### Raw data:
___
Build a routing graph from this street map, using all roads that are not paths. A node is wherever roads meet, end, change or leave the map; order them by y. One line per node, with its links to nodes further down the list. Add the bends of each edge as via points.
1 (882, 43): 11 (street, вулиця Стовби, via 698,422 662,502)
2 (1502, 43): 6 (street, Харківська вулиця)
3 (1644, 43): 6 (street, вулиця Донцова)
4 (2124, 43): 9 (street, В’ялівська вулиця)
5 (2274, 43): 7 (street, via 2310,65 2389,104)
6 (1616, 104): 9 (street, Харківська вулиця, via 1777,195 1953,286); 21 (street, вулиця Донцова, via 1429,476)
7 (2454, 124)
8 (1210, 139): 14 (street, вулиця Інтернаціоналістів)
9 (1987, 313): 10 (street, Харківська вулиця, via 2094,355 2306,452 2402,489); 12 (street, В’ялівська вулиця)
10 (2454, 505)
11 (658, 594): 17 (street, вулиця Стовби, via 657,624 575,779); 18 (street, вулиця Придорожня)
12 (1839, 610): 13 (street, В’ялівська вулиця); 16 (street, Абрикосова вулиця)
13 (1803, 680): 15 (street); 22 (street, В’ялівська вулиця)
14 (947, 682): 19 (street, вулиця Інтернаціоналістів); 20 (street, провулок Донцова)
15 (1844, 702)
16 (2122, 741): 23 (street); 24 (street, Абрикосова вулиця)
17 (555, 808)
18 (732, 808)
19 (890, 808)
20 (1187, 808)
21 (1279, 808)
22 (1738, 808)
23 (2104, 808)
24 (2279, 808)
___
### Task:
Top to bottom, the records above must be output exactly.

### Exercise response:
Build a routing graph from this street map, using all roads that are not paths. A node is wherever roads meet, end, change or leave the map; order them by y. One line per node, with its links to nodes further down the list. Add the bends of each edge as via points.
1 (882, 43): 11 (street, вулиця Стовби, via 698,422 662,502)
2 (1502, 43): 6 (street, Харківська вулиця)
3 (1644, 43): 6 (street, вулиця Донцова)
4 (2124, 43): 9 (street, В’ялівська вулиця)
5 (2274, 43): 7 (street, via 2310,65 2389,104)
6 (1616, 104): 9 (street, Харківська вулиця, via 1777,195 1953,286); 21 (street, вулиця Донцова, via 1429,476)
7 (2454, 124)
8 (1210, 139): 14 (street, вулиця Інтернаціоналістів)
9 (1987, 313): 10 (street, Харківська вулиця, via 2094,355 2306,452 2402,489); 12 (street, В’ялівська вулиця)
10 (2454, 505)
11 (658, 594): 17 (street, вулиця Стовби, via 657,624 575,779); 18 (street, вулиця Придорожня)
12 (1839, 610): 13 (street, В’ялівська вулиця); 16 (street, Абрикосова вулиця)
13 (1803, 680): 15 (street); 22 (street, В’ялівська вулиця)
14 (947, 682): 19 (street, вулиця Інтернаціоналістів); 20 (street, провулок Донцова)
15 (1844, 702)
16 (2122, 741): 23 (street); 24 (street, Абрикосова вулиця)
17 (555, 808)
18 (732, 808)
19 (890, 808)
20 (1187, 808)
21 (1279, 808)
22 (1738, 808)
23 (2104, 808)
24 (2279, 808)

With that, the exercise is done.